Lee Ann Womack -- a case study in country
Mike Sudhalter | May 22, 2007
Perhaps, no female country vocalist has had a more interesting decade than Lee Ann Womack
She came on to the scene in 1997 with a self-titled album that was probably the most country-sounding thing I'd heard at the time. I remember how much pain and emotion there was in ballads like "Never Again, Again" and "The Fool". These songs still rank as all-time favorites of mine. I can recall watching that now-defunct TV show, Country Tonight, and hearing the comment that Alan Jackson or George Jones bought 20 of her self-titled albums, so they could listen to it everywhere they went.
That record, in fact, was that good. If I wasn't a high school junior at the time, I might have splurged on half a dozen of them, too.
There are few albums that I anticipated more than Womack's sophomore effort, and it didn't disappoint either. Her second album, song for song, was better than the first one with the drivin' and cryin' tune, "Little Past Little Rock" and the cheatin' song "I'd Rather Have What We Had", which feature Joe Diffie on harmony vocals.
Soon after that, the artist who was going to save traditional country became an overnight crossover success with "I Hope You Dance". Few outside of country music know Lee Ann Womack. Everybody knows that song.
After what seemed like about two years, Womack was at an artistic crossroads. Unlike Faith Hill or Shania Twain, she didn't have the ability to be a consistent crossover artist. So after a greatest hits package and a wonderful duet with Willie Nelson on "Mendocino County Line", she made a record - There's More Where That Came From" that made her hard country debut seem like bubble gum pop.
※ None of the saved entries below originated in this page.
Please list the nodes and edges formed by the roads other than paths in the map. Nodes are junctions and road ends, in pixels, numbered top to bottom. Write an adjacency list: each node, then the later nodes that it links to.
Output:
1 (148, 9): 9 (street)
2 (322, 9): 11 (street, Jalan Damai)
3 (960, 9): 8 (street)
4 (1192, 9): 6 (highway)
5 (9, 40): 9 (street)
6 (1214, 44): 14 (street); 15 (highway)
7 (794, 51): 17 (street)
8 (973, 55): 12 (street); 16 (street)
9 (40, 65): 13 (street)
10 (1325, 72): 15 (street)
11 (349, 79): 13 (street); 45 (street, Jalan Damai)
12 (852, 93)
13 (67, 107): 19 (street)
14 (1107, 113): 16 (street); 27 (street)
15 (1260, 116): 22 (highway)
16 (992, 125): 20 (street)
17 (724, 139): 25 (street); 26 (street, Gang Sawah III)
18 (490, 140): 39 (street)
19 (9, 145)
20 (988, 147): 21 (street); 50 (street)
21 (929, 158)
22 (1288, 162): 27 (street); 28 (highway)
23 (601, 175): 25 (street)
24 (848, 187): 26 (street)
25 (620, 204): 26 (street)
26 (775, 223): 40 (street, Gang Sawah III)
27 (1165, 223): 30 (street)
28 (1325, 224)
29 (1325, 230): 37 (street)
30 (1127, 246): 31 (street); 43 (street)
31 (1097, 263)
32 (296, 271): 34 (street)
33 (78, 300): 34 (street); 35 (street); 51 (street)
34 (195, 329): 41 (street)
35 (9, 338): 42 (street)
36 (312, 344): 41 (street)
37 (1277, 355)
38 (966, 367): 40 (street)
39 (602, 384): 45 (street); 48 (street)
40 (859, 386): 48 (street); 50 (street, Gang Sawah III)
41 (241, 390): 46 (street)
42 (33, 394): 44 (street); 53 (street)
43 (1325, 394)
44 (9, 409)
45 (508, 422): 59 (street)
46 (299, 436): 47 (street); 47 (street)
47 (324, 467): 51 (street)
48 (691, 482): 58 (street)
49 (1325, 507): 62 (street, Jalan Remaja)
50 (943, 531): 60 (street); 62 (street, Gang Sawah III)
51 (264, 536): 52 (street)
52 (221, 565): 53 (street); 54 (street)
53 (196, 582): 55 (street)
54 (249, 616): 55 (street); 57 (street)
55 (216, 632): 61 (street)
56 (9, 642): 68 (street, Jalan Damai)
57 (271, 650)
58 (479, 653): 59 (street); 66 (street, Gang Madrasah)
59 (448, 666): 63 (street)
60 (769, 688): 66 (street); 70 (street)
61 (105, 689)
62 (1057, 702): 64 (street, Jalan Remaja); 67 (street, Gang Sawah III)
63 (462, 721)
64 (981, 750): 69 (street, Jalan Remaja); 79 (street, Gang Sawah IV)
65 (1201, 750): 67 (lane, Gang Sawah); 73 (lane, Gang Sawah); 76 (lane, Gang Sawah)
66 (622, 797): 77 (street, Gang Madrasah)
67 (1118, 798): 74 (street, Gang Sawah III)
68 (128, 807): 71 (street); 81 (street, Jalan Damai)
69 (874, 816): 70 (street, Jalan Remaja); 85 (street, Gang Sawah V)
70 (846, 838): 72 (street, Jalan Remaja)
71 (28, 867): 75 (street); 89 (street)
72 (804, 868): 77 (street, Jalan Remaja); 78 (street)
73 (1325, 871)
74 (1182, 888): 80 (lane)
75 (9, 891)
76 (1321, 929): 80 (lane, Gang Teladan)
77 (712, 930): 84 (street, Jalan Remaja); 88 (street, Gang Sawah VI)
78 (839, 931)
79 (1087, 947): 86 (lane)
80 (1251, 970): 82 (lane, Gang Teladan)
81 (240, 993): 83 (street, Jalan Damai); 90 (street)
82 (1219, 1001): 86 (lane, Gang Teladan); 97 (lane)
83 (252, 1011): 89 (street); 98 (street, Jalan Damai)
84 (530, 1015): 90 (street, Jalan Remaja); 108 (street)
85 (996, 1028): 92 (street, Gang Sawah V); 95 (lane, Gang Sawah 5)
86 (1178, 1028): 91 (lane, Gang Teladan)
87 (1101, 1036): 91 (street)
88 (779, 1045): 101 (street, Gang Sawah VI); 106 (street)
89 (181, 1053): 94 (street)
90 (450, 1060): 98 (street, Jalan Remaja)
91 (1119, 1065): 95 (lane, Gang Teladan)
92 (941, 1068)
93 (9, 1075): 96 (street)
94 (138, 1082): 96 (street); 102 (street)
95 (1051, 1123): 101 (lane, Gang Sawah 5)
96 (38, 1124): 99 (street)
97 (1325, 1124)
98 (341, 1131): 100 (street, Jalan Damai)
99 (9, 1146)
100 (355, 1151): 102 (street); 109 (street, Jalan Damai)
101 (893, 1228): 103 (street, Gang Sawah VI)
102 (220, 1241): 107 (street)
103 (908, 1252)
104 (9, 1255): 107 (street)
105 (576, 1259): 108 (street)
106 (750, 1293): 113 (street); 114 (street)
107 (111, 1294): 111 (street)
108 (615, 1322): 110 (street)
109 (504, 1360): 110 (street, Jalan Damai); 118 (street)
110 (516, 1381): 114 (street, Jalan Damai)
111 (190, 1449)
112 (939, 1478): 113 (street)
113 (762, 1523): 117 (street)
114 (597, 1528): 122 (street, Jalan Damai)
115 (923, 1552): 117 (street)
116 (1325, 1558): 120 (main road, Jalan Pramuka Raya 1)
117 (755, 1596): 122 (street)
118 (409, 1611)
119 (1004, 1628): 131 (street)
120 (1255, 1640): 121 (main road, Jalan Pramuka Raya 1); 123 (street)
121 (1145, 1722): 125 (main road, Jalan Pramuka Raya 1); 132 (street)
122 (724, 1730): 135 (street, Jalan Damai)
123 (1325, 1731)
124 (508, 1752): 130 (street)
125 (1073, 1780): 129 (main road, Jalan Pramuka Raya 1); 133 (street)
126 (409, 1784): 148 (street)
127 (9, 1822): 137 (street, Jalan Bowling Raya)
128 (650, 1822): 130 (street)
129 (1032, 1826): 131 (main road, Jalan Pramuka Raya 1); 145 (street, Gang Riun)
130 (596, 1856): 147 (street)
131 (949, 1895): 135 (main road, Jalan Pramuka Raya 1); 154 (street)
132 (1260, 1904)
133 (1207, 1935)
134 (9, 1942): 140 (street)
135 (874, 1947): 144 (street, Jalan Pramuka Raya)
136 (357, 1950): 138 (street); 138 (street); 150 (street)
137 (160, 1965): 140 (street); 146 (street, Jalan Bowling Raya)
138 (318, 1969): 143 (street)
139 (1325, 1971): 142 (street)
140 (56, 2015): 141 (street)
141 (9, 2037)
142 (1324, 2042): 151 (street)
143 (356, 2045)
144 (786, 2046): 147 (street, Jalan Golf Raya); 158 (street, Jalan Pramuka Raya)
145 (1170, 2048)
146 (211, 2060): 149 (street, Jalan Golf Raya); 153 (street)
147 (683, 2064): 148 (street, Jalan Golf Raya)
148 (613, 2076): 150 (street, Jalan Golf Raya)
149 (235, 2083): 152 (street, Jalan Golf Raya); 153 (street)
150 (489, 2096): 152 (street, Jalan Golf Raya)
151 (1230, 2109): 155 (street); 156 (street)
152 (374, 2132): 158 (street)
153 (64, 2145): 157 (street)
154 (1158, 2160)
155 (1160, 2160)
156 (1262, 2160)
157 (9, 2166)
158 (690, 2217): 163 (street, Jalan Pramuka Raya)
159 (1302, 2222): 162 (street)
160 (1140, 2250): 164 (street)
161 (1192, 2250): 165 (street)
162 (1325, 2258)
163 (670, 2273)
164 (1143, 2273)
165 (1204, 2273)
I recently received an e-mail from a reader, asking if I knew when Womack would release a new album. I do not. But I hope her next album doesn't reflect the new single, "Finding My Way Back Home". With another artist, it may be fine. But I think Womack's calling card is pure country. I'm just guessing her, but I don't even think "I Hope You Dance" was aimed at crossing over. It was just a beautiful song with a great message, and the pop folks ate it up.
Womack has been an excellent country artist since 1997, and I hope that she continues on the traditional track that's made her popular with so many fans.